Tuesday News: Man Booker shortlist, Norwegian Facebook censorship, YA National Book Award, Soar with Reading
The Man Booker Prize 2016 Shortlist – If you want to catch up on the Man Booker nominees, check out Rosario and Liz’s blogs, as both are working their way through the longlist. The list is disappointingly narrow in its geographical scope, but overall, what do you think?
Paul Beatty (US) The Sellout (Oneworld)
Deborah Levy (UK) Hot Milk (Hamish Hamilton)
Graeme Macrae Burnet (UK) His Bloody Project (Contraband)
Ottessa Moshfegh (US) Eileen (Jonathan Cape)
David Szalay (Canada-UK) All That Man Is (Jonathan Cape)

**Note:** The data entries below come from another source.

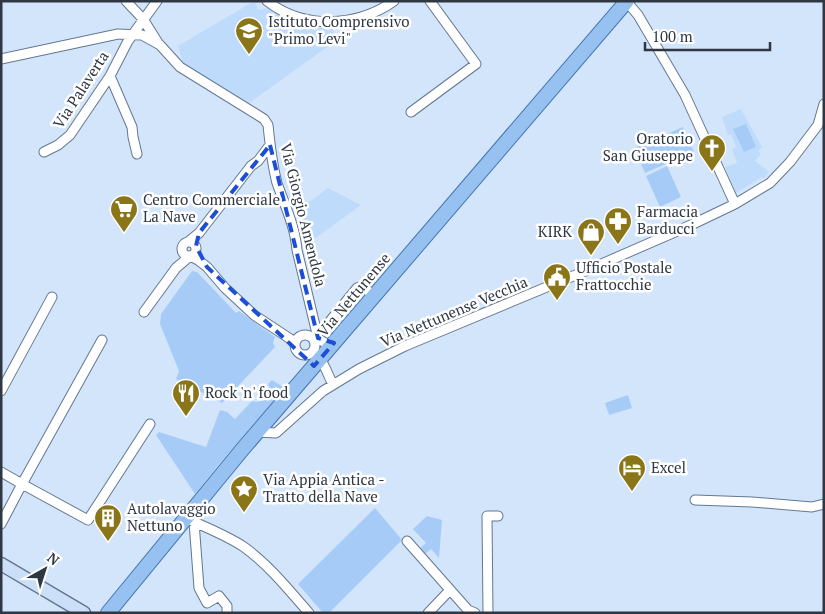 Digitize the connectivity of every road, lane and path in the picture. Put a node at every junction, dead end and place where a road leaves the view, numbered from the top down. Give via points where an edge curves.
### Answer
1 (126, 1) edge
2 (157, 1) edge
3 (267, 1) edge
4 (394, 1) edge
5 (430, 1) edge
6 (627, 1) edge
7 (143, 19) junction
8 (133, 34) junction
9 (160, 45) junction
10 (1, 59) edge
11 (110, 76) junction
12 (824, 104) edge
13 (411, 112) dead end
14 (270, 145) junction
15 (44, 152) dead end
16 (138, 154) dead end
17 (736, 204) junction
18 (191, 249) junction
19 (374, 294) junction
20 (52, 297) dead end
21 (144, 312) dead end
22 (326, 326) dead end
23 (102, 340) dead end
24 (295, 342) junction
25 (334, 343) junction
26 (298, 353) junction
27 (317, 363) junction
28 (333, 384) junction
29 (1, 391) edge
30 (150, 424) dead end
31 (257, 432) junction
32 (1, 472) edge
33 (22, 484) junction
34 (695, 500) dead end
35 (824, 504) edge
36 (498, 516) dead end
37 (190, 520) junction
38 (1, 524) edge
39 (407, 541) dead end
40 (1, 564) edge
41 (450, 590) junction
42 (84, 613) edge
43 (108, 613) edge
44 (227, 613) edge
45 (309, 613) edge
46 (428, 613) edge
47 (476, 613) edge
48 (488, 613) edge

1 - 7 street, Via Giorgio Amendola
2 - 7 street, Via Palaverta
3 - 4 street via 300,18 336,22 369,15
5 - 13 street via 476,64
6 - 17 street via 685,95
6 - 19 main road, Via Nettunense
7 - 8 street, Via Palaverta
7 - 9 street, Via Giorgio Amendola
8 - 9 street, Via Giorgio Amendola
8 - 10 street, Via Palaverta via 118,34
8 - 11 street, Via Palaverta
9 - 14 street, Via Giorgio Amendola via 180,66 264,119 268,125
11 - 15 street, Via Palaverta via 70,135
11 - 16 street via 132,127
12 - 17 street, Via Nettunense Vecchia via 818,124 790,162 770,183
14 - 18 street via 200,233
14 - 25 street, Via Giorgio Amendola via 294,230 318,338 324,343
17 - 28 street, Via Nettunense Vecchia via 405,346
18 - 21 street
18 - 24 street via 198,260 254,315
19 - 22 street via 360,286
19 - 25 main road, Via Nettunense
20 - 29 street
23 - 33 street
24 - 26 street
24 - 26 street via 302,335 314,340 311,353
25 - 27 main road, Via Nettunense
26 - 27 street
27 - 28 street via 325,366
27 - 31 main road, Via Nettunense
28 - 31 street, Via Nettunense Vecchia via 276,433
30 - 33 street via 88,520
31 - 37 main road, Via Nettunense
32 - 33 street
33 - 38 street
34 - 35 street via 812,507
36 - 48 street via 488,516
37 - 43 main road, Via Nettunense
37 - 44 street via 198,588 207,604 219,596
37 - 45 street via 254,556
39 - 41 street
40 - 42 main road
41 - 46 street
41 - 47 street via 468,610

Madeleine Thien (Canada) Do Not Say We Have Nothing (Granta Books) – Man Booker Prize
Norway uproar gets Facebook to stop censoring iconic photo – DA reader Jolanda commented in yesterday’s news post about this story, and I wanted to make sure everyone saw it. Facebook censored and then deleted a Pulitzer Prize winning picture from the Vietnam War of a naked girl fleeing a napalm attack. They even deleted the picture when the Norwegian Prime Minister posted it, then choosing to kill her whole post. The company eventually reversed their position, explaining that “in some countries [a famous and well-respected photo depicting the horrors of war] might even qualify as child pornography.” Oh, Facebook.
Earlier on Friday, Norwegian PM Erna Solberg posted the photo in response to an ongoing controversy that had been brewing in the Nordic nation since Facebook deleted a post from author and journalist Tom Egeland that contained the pic and then subsequently banned him from the site.
Several Norwegian media outlets and private Facebook users came to Egeland’s defence and posted the photo in direct challenge to the social media giant’s censorship. Each time, it was deleted. . . .She called on the social media giant to “review its editing policy”.“I want my children and other children to grow up in a society where history is taught as it was. Where they can learn from historical events and mistakes,” Solberg wrote. “Today, pictures are such an important element in making an impression, that if you edit past events or people, you change history and you change reality.” – The Local
Kwame Alexander, “Booked” (Houghton Mifflin Harcourt)
Kate DiCamillo, “Raymie Nightingale” (Candlewick Press)
John Lewis, Andrew Aydin & Nate Powell (artist) “March: Book Three” (Top Shelf)
Grace Lin, “When the Sea Turned to Silver” (Little, Brown Books for Young Readers)
Anna-Marie McLemore, “When the Moon Was Ours” (Thomas Dunne Books / St. Martin’s Press)
Meg Medina, “Burn Baby Burn” (Candlewick Press)
Sara Pennypacker & Jon Klassen (illustrator), “Pax” (Balzer & Bray / HarperCollins)
Jason Reynolds, “Ghost” (Atheneum Books for Young Readers / Simon & Schuster Children’s Publishing)
Caren Stelson, “Sachiko: A Nagasaki Bomb Survivor’s Story (Carolrhoda Books / Lerner Publishing Group)
Nicola Yoon, “The Sun Is Also a Star” (Delacorte Press / Penguin Random House) – Los Angeles Times
JetBlue’s Soar With Reading Book Vending Machine Program Expands to Florida – Speaking of young people and books, this program is so cool. I frankly think they need these in every US city, especially considering that more than 20% of kids in the US live below the poverty line (and Florida is above that average). Almost half of the country’s children live in what are classified as “low income” households.
After a successful summer in Detroit, JetBlue’s Soar with Reading program — which provides free books in vending machines to children in needy neighborhoods — will be headed to Fort Lauderdale, Florida, next summer.
Fort Lauderdale was named the program’s next destination after winning the #BookBattle online voting competition, which ended last month.
The book vending machine program aims to distribute free books to children living in areas known as “book deserts.” The vending machines also help combat the “summer slide,” a term Susan B. Neuman, professor of literacy development and early childhood at New York University, describes as occurring when children do not have reading resources readily available during their summer break. – ABC News
Well, YEA JetBlue- there’s some good news I get behind.
I have not read either the Booker short list books or or the National Book Award finalists in the young people’s literature category, but a number of them look good. Thank you for posting these links. I love this time of year because lists!